What is being asked: Look through the entries below and report every line that has "bridge".

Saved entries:
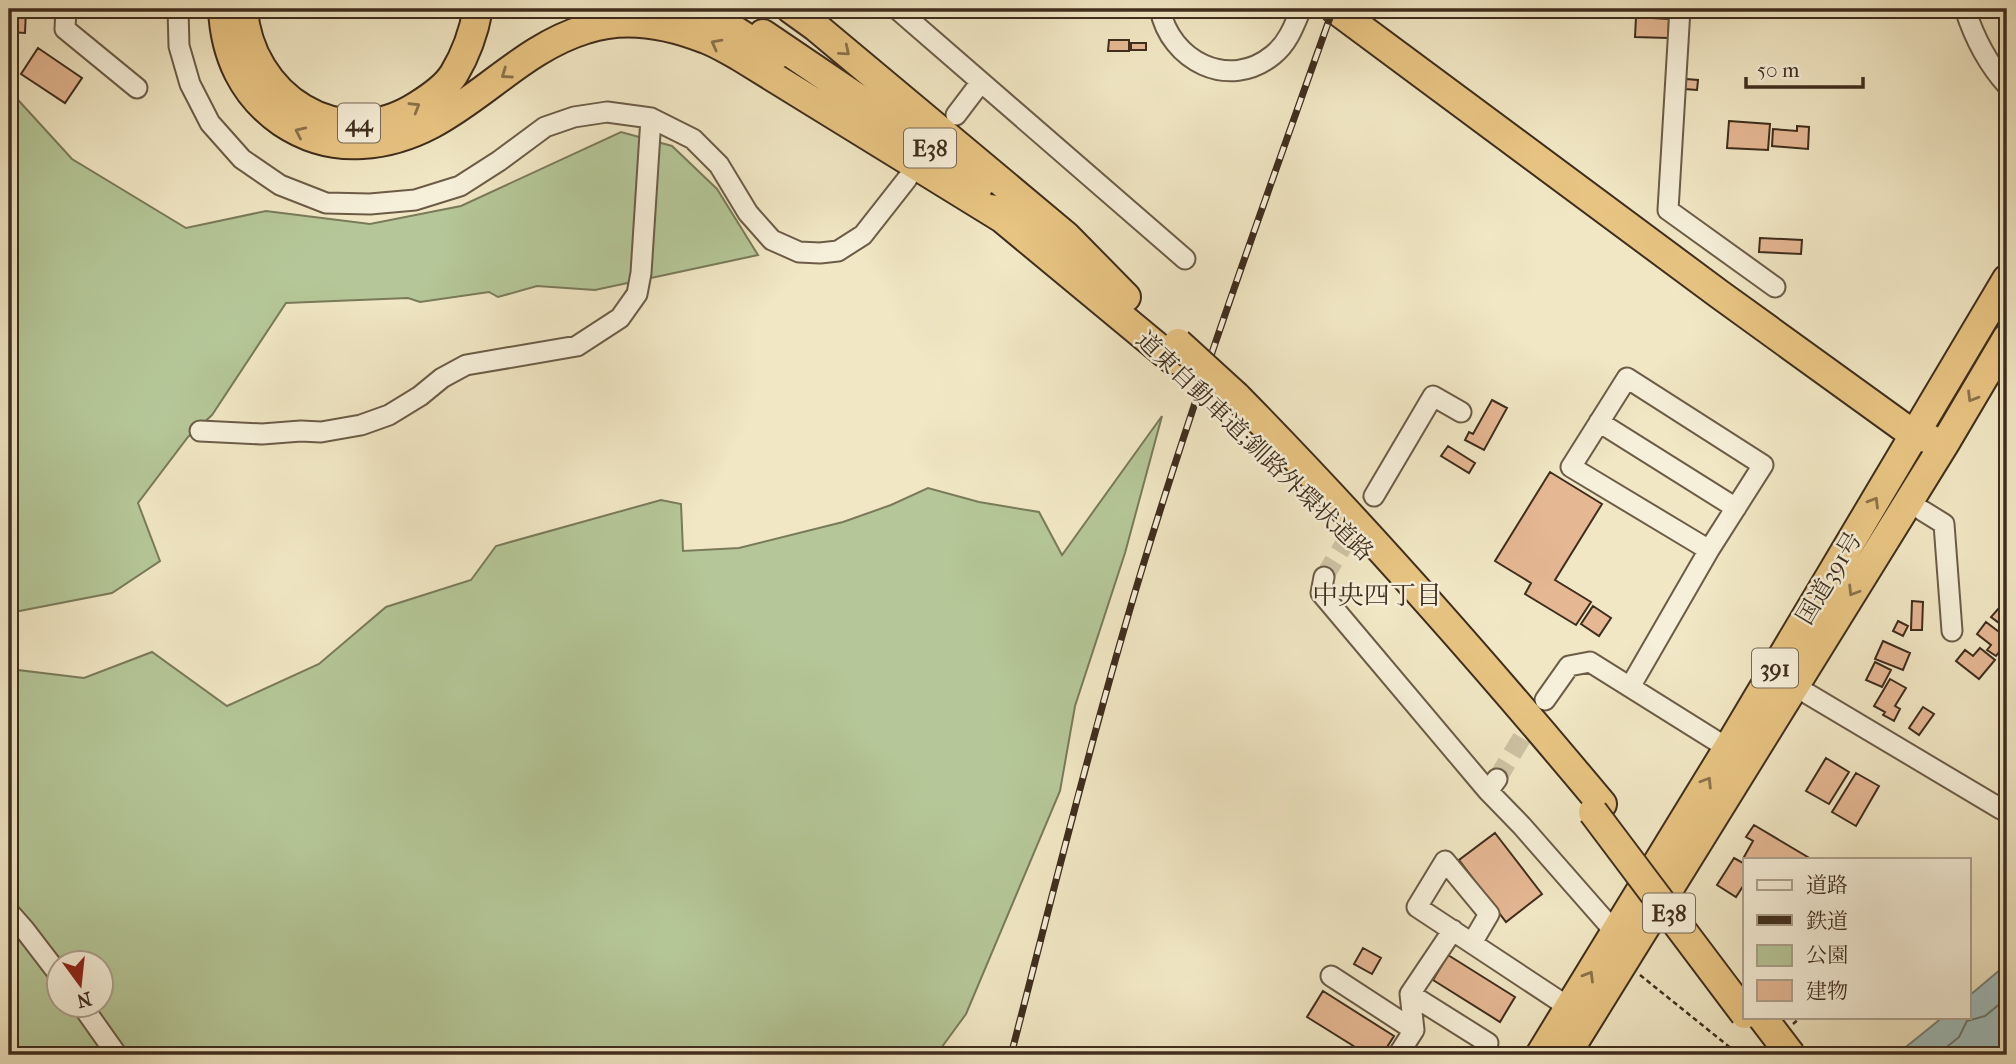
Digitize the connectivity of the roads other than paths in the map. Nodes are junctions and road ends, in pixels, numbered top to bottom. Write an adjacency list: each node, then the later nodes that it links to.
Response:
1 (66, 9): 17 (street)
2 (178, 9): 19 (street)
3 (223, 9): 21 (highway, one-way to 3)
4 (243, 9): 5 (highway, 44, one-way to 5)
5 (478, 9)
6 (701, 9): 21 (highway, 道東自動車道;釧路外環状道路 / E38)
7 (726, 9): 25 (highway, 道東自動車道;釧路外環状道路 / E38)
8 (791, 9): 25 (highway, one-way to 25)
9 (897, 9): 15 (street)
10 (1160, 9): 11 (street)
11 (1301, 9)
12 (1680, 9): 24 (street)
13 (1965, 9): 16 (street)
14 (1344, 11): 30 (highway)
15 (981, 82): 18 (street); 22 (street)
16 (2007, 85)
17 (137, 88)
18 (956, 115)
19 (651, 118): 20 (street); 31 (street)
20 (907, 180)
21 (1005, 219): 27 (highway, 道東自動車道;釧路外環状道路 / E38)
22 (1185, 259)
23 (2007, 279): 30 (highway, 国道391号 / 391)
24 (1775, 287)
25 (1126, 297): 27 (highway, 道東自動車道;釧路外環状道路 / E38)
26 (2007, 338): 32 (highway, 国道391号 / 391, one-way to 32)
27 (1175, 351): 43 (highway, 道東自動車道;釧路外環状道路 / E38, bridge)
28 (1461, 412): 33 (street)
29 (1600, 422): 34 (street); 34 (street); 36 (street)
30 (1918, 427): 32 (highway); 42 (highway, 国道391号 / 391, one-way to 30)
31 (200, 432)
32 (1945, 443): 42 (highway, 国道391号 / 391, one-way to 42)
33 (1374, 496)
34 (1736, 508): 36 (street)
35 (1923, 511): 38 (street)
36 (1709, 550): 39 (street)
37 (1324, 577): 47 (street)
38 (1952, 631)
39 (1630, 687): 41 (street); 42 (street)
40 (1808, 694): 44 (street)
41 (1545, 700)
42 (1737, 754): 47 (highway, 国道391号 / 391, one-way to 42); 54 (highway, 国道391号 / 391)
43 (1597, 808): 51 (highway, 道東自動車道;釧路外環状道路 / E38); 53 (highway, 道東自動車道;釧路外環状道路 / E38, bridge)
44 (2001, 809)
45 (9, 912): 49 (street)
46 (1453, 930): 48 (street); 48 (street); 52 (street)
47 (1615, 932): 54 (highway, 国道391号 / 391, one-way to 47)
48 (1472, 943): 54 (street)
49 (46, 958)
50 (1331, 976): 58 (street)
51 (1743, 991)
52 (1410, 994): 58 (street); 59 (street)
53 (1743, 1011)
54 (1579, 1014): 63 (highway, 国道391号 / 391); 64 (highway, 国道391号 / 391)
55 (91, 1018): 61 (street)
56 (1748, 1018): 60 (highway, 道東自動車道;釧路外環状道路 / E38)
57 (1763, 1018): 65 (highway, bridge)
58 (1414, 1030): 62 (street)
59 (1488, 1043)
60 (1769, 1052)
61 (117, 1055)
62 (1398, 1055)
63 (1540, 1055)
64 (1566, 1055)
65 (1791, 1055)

Problem solution:
27 (1175, 351): 43 (highway, 道東自動車道;釧路外環状道路 / E38, bridge)
43 (1597, 808): 51 (highway, 道東自動車道;釧路外環状道路 / E38); 53 (highway, 道東自動車道;釧路外環状道路 / E38, bridge)
57 (1763, 1018): 65 (highway, bridge)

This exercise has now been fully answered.